La primavera y yo llegamos casi juntas a Chicago. Cada una por su lado, pero casi a la vez. No sé si a mi nieto de dos años y medio le importó mi presencia, su abuelo llena su pequeño gran mundo de tal forma que no deja ni una hendija por donde asomarme a decirle aquí estoy y también te quiero. ¡Qué va! Ese par son yunta, como decía mi abuela. Las risas, las carreras, los juegos toscos y los jaloneos no tienen competencia. Con paciencia espero en la banca de suplentes a que llegue mi turno. Y por suerte llega la noche y, ese adorable tirano que me ignora, me permite ser la lectora oficial de cuentos; y por suerte llegan los paseos en carro y me permite cantarle. Así, poco a poco, puedo espiarlo a través del huequito que me deja la presencia enorme de ese abuelo maravilloso que le ha tocado.

Él escoge los libros que debo leer, pero cada noche, sin su permiso, le leo Good night Chicago. Parecería estar harto, pero me escucha con atención, sin pestañear, día tras día, hasta que llega la ocasión de ir a la ciudad y él empieza a reconocer los lugares que se recorren en el libro. Grita emocionado, ¡my book, mi libro, my book! Y el libro cobra vida en su pequeña cabeza y de pronto todo tiene sentido, la abuela no está tan loca como creen.

Pero llega la despedida y duele. Las despedidas cuestan y no queda más que vivirlas hasta sus últimas consecuencias. Las palabras lejanía y distancia se vuelven crueles, cortan y punzan. Solo nos queda la esperanza del reencuentro. Entonces el sabor del adiós se vuelve agridulce y la vida nos vuelve a regalar sueños e ilusiones. Volvemos a hacer planes y seguimos viviendo, con la distancia a cuestas, con el Jesús en los labios, con el corazón a medias, pero viviendo.

Llevamos más de un año con el temor a la muerte pisándonos los talones. Aterrados atendemos el teléfono a la espera de alguna mala noticia: que enfermó mengano, que murió zutano. Los círculos se achican, ahora es el vecino, el amigo, el primo, el hermano el que contrajo COVID-19, el que está en terapia intensiva, el que está intubado, el que murió.

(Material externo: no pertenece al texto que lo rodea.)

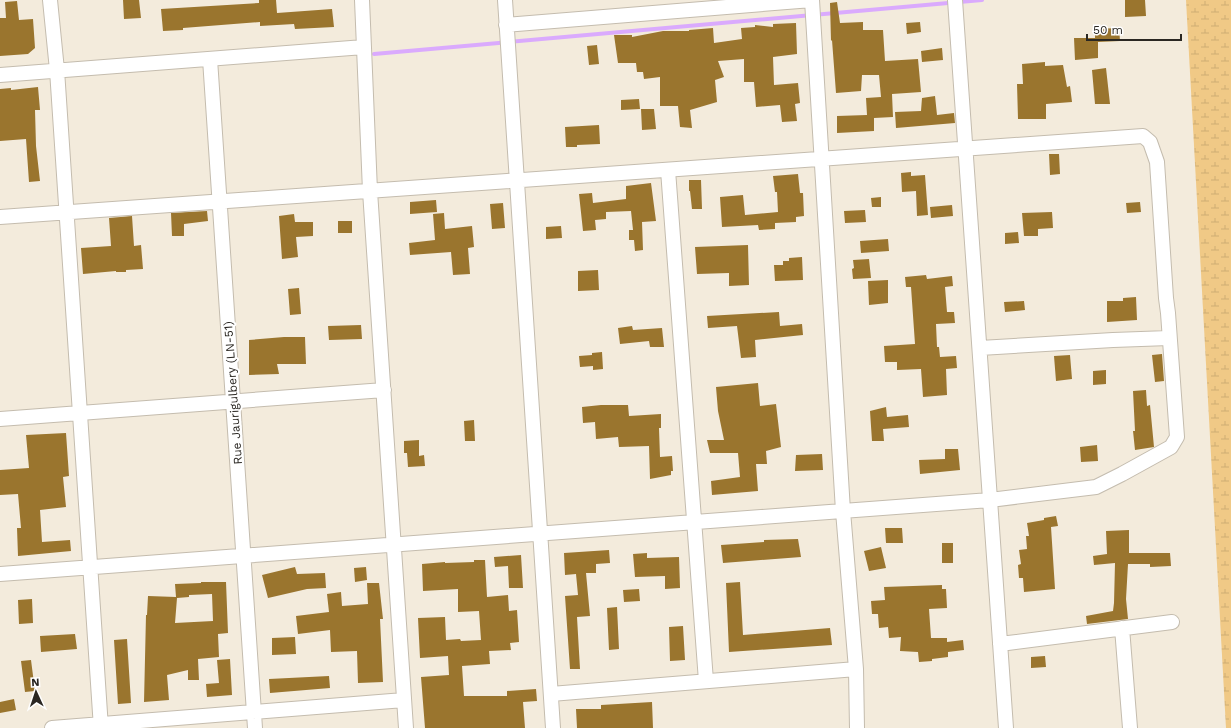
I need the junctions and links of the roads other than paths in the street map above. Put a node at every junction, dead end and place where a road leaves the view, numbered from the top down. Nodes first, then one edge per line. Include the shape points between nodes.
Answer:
1 (50, 0) edge
2 (362, 0) edge
3 (504, 0) edge
4 (812, 0) edge
5 (956, 0) edge
6 (506, 25) junction
7 (364, 47) junction
8 (210, 59) junction
9 (58, 70) junction
10 (0, 75) edge
11 (966, 148) junction
12 (822, 159) junction
13 (668, 170) junction
14 (517, 180) junction
15 (370, 191) junction
16 (220, 202) junction
17 (67, 212) junction
18 (0, 217) edge
19 (1169, 338) junction
20 (980, 348) junction
21 (384, 390) junction
22 (233, 402) junction
23 (80, 414) junction
24 (0, 419) edge
25 (990, 500) junction
26 (843, 511) junction
27 (694, 522) junction
28 (540, 534) junction
29 (394, 545) junction
30 (244, 556) junction
31 (90, 568) junction
32 (0, 574) edge
33 (1172, 622) dead end
34 (1122, 628) junction
35 (1000, 644) junction
36 (856, 669) junction
37 (706, 681) junction
38 (551, 694) junction
39 (404, 700) junction
40 (254, 712) junction
41 (101, 726) edge
42 (52, 728) edge
43 (255, 728) edge
44 (406, 728) edge
45 (553, 728) edge
46 (856, 728) edge
47 (1006, 728) edge
48 (1130, 728) edge

1 - 9 street
2 - 7 street
3 - 6 street
4 - 6 street
4 - 12 street
5 - 11 street
6 - 14 street
7 - 8 street
7 - 15 street
8 - 9 street
8 - 16 street, Rue Jaurigulbery (LN-51)
9 - 10 street
9 - 17 street
11 - 12 street
11 - 19 street via 1143,136 1150,142 1157,162
11 - 20 street
12 - 13 street
12 - 26 street
13 - 14 street
13 - 27 street
14 - 15 street
14 - 28 street
15 - 16 street
15 - 21 street
16 - 17 street
16 - 22 street, Rue Jaurigulbery (LN-51)
17 - 18 street
17 - 23 street
19 - 20 street
19 - 25 street via 1177,437 1171,447 1096,487
20 - 25 street
21 - 22 street
21 - 29 street
22 - 23 street
22 - 30 street, Rue Jaurigulbery (LN-51)
23 - 24 street
23 - 31 street
25 - 26 street
25 - 35 street
26 - 27 street
26 - 36 street
27 - 28 street
27 - 37 street
28 - 29 street
28 - 38 street
29 - 30 street
29 - 39 street
30 - 31 street
30 - 40 street, Rue Jaurigulbery (LN-51)
31 - 32 street
31 - 41 street
33 - 34 street
34 - 35 street
34 - 48 street
35 - 47 street
36 - 37 street
36 - 46 street
37 - 38 street
38 - 45 street
39 - 40 street
39 - 44 street
40 - 41 street
40 - 43 street, Rue Jaurigulbery (LN-51)
41 - 42 street

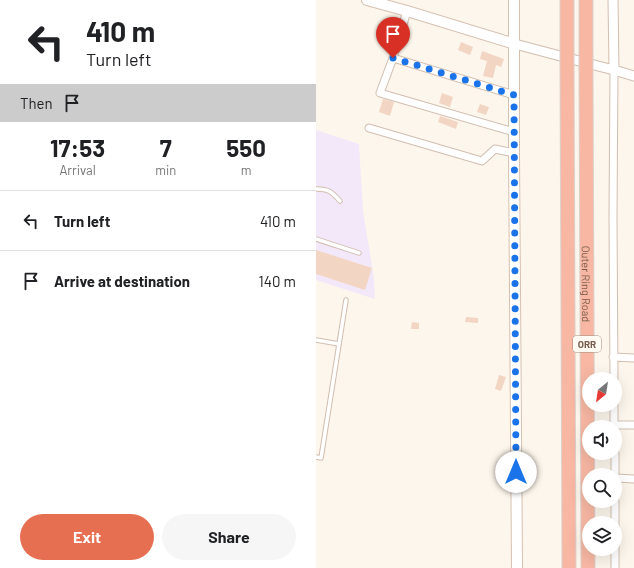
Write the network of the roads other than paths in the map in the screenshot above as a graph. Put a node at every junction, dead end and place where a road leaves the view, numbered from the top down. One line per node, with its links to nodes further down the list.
1 (368, 0): 6 (main road)
2 (514, 0): 7 (main road)
3 (567, 0): 32 (highway, Outer Ring Road / ORR)
4 (586, 0): 33 (highway, Outer Ring Road / ORR)
5 (613, 0): 9 (street)
6 (407, 11): 7 (main road); 8 (street)
7 (515, 44): 9 (street); 11 (main road)
8 (393, 58): 11 (street); 13 (street)
9 (614, 70): 10 (street); 22 (street)
10 (634, 76)
11 (514, 95): 13 (main road)
12 (370, 128): 14 (street)
13 (514, 132): 14 (main road)
14 (514, 153): 31 (main road)
15 (316, 189): 16 (lane)
16 (340, 201)
17 (316, 239): 18 (lane)
18 (359, 253)
19 (346, 300): 21 (lane)
20 (316, 340): 21 (lane)
21 (339, 344): 27 (lane)
22 (613, 357): 23 (street); 24 (street)
23 (634, 358)
24 (614, 372)
25 (634, 425): 26 (street)
26 (622, 426)
27 (316, 457)
28 (622, 478): 29 (street)
29 (634, 479)
30 (615, 508): 34 (street)
31 (517, 568)
32 (569, 568)
33 (588, 568)
34 (616, 568)

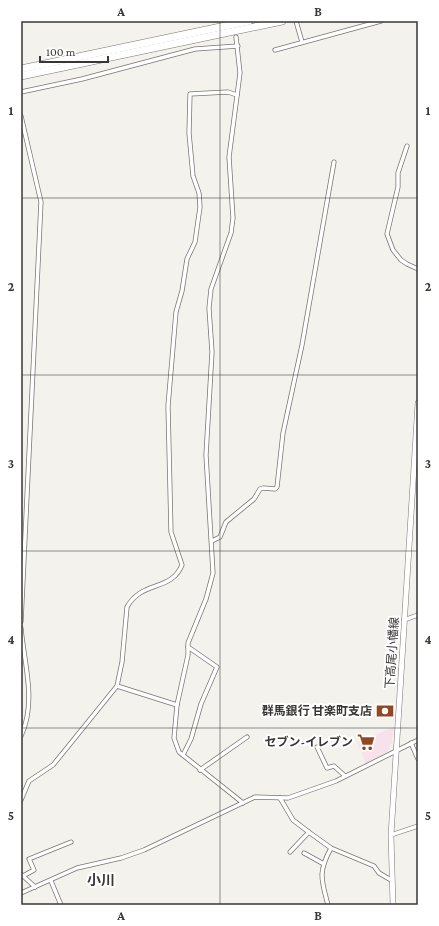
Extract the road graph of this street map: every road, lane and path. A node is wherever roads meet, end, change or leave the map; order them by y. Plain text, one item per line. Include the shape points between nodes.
1 (249, 21) edge
2 (282, 21) edge
3 (296, 21) edge
4 (382, 21) edge
5 (372, 22) edge
6 (236, 37) dead end
7 (302, 42) junction
8 (238, 46) junction
9 (275, 50) dead end
10 (21, 69) edge
11 (21, 76) edge
12 (21, 92) edge
13 (237, 95) junction
14 (21, 116) edge
15 (407, 146) dead end
16 (334, 162) dead end
17 (418, 269) edge
18 (418, 403) edge
19 (212, 541) junction
20 (418, 615) edge
21 (404, 620) junction
22 (21, 622) edge
23 (21, 628) edge
24 (188, 647) junction
25 (117, 686) junction
26 (177, 705) junction
27 (21, 736) edge
28 (247, 737) dead end
29 (418, 740) edge
30 (411, 742) junction
31 (317, 747) dead end
32 (396, 750) junction
33 (183, 755) junction
34 (418, 759) edge
35 (200, 770) junction
36 (345, 776) junction
37 (280, 798) junction
38 (21, 800) edge
39 (243, 803) junction
40 (418, 826) edge
41 (308, 832) junction
42 (391, 835) junction
43 (71, 842) dead end
44 (331, 848) junction
45 (290, 852) dead end
46 (304, 853) dead end
47 (322, 863) junction
48 (22, 875) edge
49 (392, 880) junction
50 (51, 881) junction
51 (35, 887) junction
52 (21, 893) edge
53 (61, 905) edge
54 (328, 905) edge
55 (393, 905) edge

1 - 10 highway
2 - 11 highway
3 - 7 street
4 - 5 street
5 - 7 street
6 - 8 street
7 - 9 street
8 - 12 street via 195,49
8 - 13 street via 240,73
13 - 19 street via 229,156 233,218 231,232 211,289 209,308 212,352 206,455
13 - 25 street via 228,92 190,94 189,133 193,176 199,193 200,207 195,242 187,258 176,312 168,406 171,532 182,565 170,580 138,593 127,607
14 - 22 street via 41,202
15 - 17 street via 398,173 398,187 387,234 393,250 401,260
16 - 19 street via 302,345 282,433 277,487 260,489 254,499 226,522 220,537
18 - 21 main road, 下高尾小幡線
19 - 24 street via 211,585
20 - 21 street
21 - 32 main road, 下高尾小幡線
23 - 27 street via 30,701
24 - 26 street
24 - 33 street via 217,666 201,704 192,739
25 - 26 street
25 - 38 street via 53,765 29,781
26 - 33 street via 174,738 179,752
28 - 35 street
29 - 30 street
30 - 32 street
30 - 34 street
31 - 36 street via 327,768 334,766
32 - 36 street
32 - 42 main road, 下高尾小幡線
33 - 35 street
35 - 39 street
36 - 37 street via 303,793
37 - 39 street via 255,797
37 - 41 street via 293,820
39 - 50 street via 144,850 77,868
40 - 42 street
41 - 44 street
41 - 45 street
42 - 49 main road, 下高尾小幡線
43 - 48 street via 29,859 34,870
44 - 47 street
44 - 49 street via 374,866 379,873
46 - 47 street
47 - 54 street via 321,877
48 - 51 street
49 - 55 main road, 下高尾小幡線
50 - 51 street
50 - 53 street
51 - 52 street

Entonces la despedida cobra otra dimensión, los hasta luego se vuelven hasta nunca, hasta siempre. Las ilusiones se hacen trizas, y lo más duro, indeseable y temible, saber que la gente muere sola, sin la posibilidad de un abrazo.

Y así seguimos. Sí, así seguimos sin pensar en los otros, sin darle importancia a esta terrible pandemia, planeando irresponsablemente marchas y protestas. Sin ser un poco solidarios, sin dolernos ante los otros ni ante los nuestros.

Camino al aeropuerto le canto Ay, ay, ay, ay, canta y no llores… en un vano intento de engañarlo, de engañarme y creer que si canto no lloraré al despedirnos. Él, en su lengua de trapo y pronunciando la R como angloparlante, canta a dúo conmigo, pero se da cuenta de mis oscuras intenciones, parece que a él también le da pena: No canta yores, ahuela, no canta yores. Se duerme y bajito le canto otra canción: De colores, de colores se visten los campos en la primavera… Sé que él y la primavera seguirán floreciendo.